• [Work order]: Pictures do not belong in the copy; print every entry exactly as it stands.

• [Entries taken from a collection]:
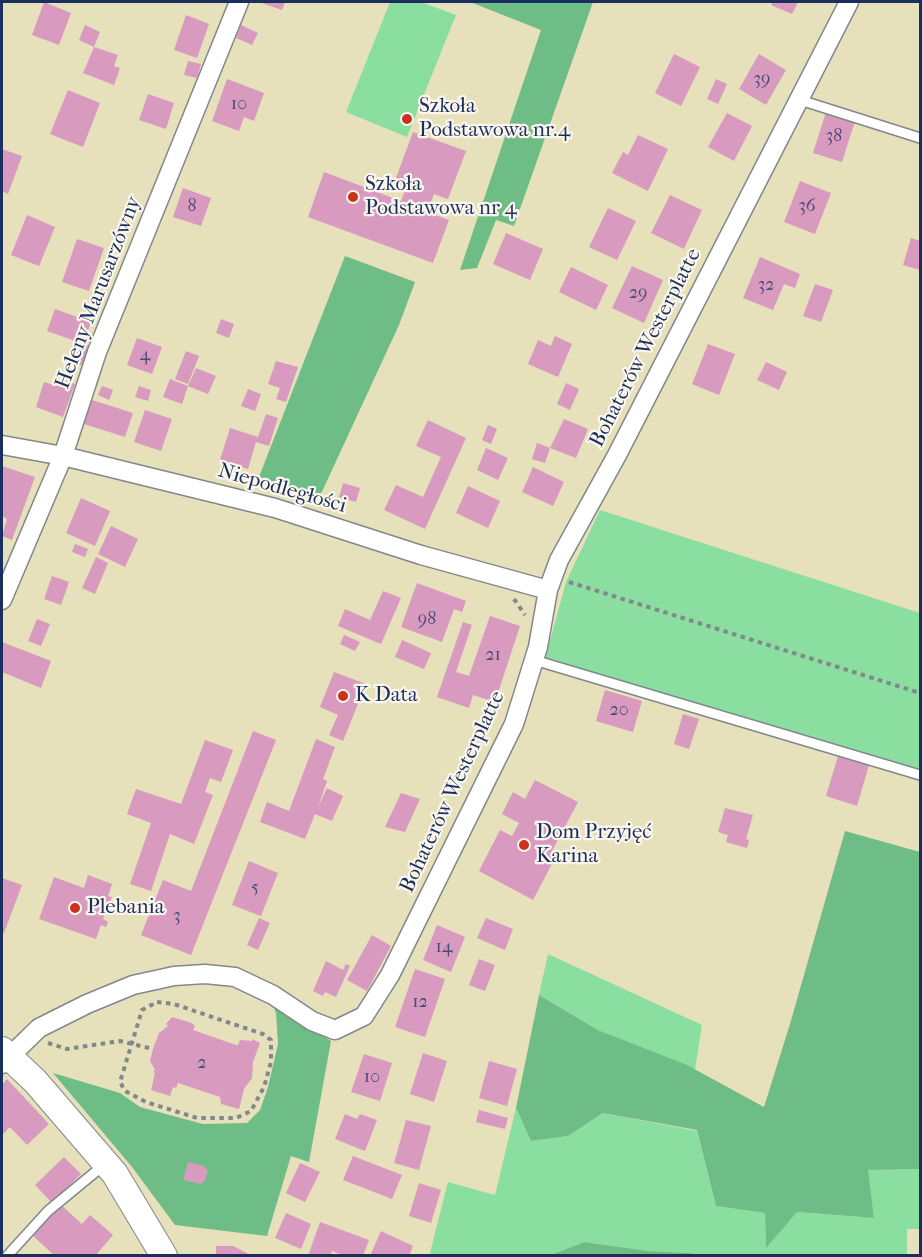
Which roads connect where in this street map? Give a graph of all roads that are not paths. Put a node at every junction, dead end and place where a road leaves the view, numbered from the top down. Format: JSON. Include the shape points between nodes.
{"nodes":[{"id":1,"x":239,"y":2,"type":"edge"},
{"id":2,"x":849,"y":2,"type":"edge"},
{"id":3,"x":800,"y":100,"type":"junction"},
{"id":4,"x":921,"y":138,"type":"edge"},
{"id":5,"x":2,"y":445,"type":"edge"},
{"id":6,"x":63,"y":456,"type":"junction"},
{"id":7,"x":548,"y":590,"type":"junction"},
{"id":8,"x":2,"y":600,"type":"edge"},
{"id":9,"x":534,"y":660,"type":"junction"},
{"id":10,"x":921,"y":775,"type":"edge"},
{"id":11,"x":4,"y":1057,"type":"edge"},
{"id":12,"x":106,"y":1162,"type":"junction"},
{"id":13,"x":7,"y":1256,"type":"edge"},
{"id":14,"x":164,"y":1256,"type":"edge"}],
"edges":[{"from":1,"to":6,"type":"street","name":"Heleny Marusarzówny","via":[[97,352]]},
{"from":2,"to":3,"type":"street","name":"Bohaterów Westerplatte"},
{"from":3,"to":4,"type":"lane"},
{"from":3,"to":7,"type":"street","name":"Bohaterów Westerplatte","via":[[559,560]]},
{"from":5,"to":6,"type":"street","name":"Niepodległości"},
{"from":6,"to":7,"type":"street","name":"Niepodległości","via":[[275,508],[421,555]]},
{"from":6,"to":8,"type":"street","name":"Heleny Marusarzówny"},
{"from":7,"to":9,"type":"street","name":"Bohaterów Westerplatte"},
{"from":9,"to":10,"type":"lane"},
{"from":9,"to":11,"type":"street","name":"Bohaterów Westerplatte","via":[[514,724],[390,975],[364,1016],[335,1030],[312,1021],[273,994],[235,976],[174,976],[133,985],[87,1004],[39,1028]]},
{"from":11,"to":12,"type":"main road","via":[[35,1081]]},
{"from":12,"to":13,"type":"lane","via":[[48,1210]]},
{"from":12,"to":14,"type":"main road"}]}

• [Answer to this task]:
Which roads connect where in this street map? Give a graph of all roads that are not paths. Put a node at every junction, dead end and place where a road leaves the view, numbered from the top down. Format: JSON. Include the shape points between nodes.
{"nodes":[{"id":1,"x":239,"y":2,"type":"edge"},
{"id":2,"x":849,"y":2,"type":"edge"},
{"id":3,"x":800,"y":100,"type":"junction"},
{"id":4,"x":921,"y":138,"type":"edge"},
{"id":5,"x":2,"y":445,"type":"edge"},
{"id":6,"x":63,"y":456,"type":"junction"},
{"id":7,"x":548,"y":590,"type":"junction"},
{"id":8,"x":2,"y":600,"type":"edge"},
{"id":9,"x":534,"y":660,"type":"junction"},
{"id":10,"x":921,"y":775,"type":"edge"},
{"id":11,"x":4,"y":1057,"type":"edge"},
{"id":12,"x":106,"y":1162,"type":"junction"},
{"id":13,"x":7,"y":1256,"type":"edge"},
{"id":14,"x":164,"y":1256,"type":"edge"}],
"edges":[{"from":1,"to":6,"type":"street","name":"Heleny Marusarzówny","via":[[97,352]]},
{"from":2,"to":3,"type":"street","name":"Bohaterów Westerplatte"},
{"from":3,"to":4,"type":"lane"},
{"from":3,"to":7,"type":"street","name":"Bohaterów Westerplatte","via":[[559,560]]},
{"from":5,"to":6,"type":"street","name":"Niepodległości"},
{"from":6,"to":7,"type":"street","name":"Niepodległości","via":[[275,508],[421,555]]},
{"from":6,"to":8,"type":"street","name":"Heleny Marusarzówny"},
{"from":7,"to":9,"type":"street","name":"Bohaterów Westerplatte"},
{"from":9,"to":10,"type":"lane"},
{"from":9,"to":11,"type":"street","name":"Bohaterów Westerplatte","via":[[514,724],[390,975],[364,1016],[335,1030],[312,1021],[273,994],[235,976],[174,976],[133,985],[87,1004],[39,1028]]},
{"from":11,"to":12,"type":"main road","via":[[35,1081]]},
{"from":12,"to":13,"type":"lane","via":[[48,1210]]},
{"from":12,"to":14,"type":"main road"}]}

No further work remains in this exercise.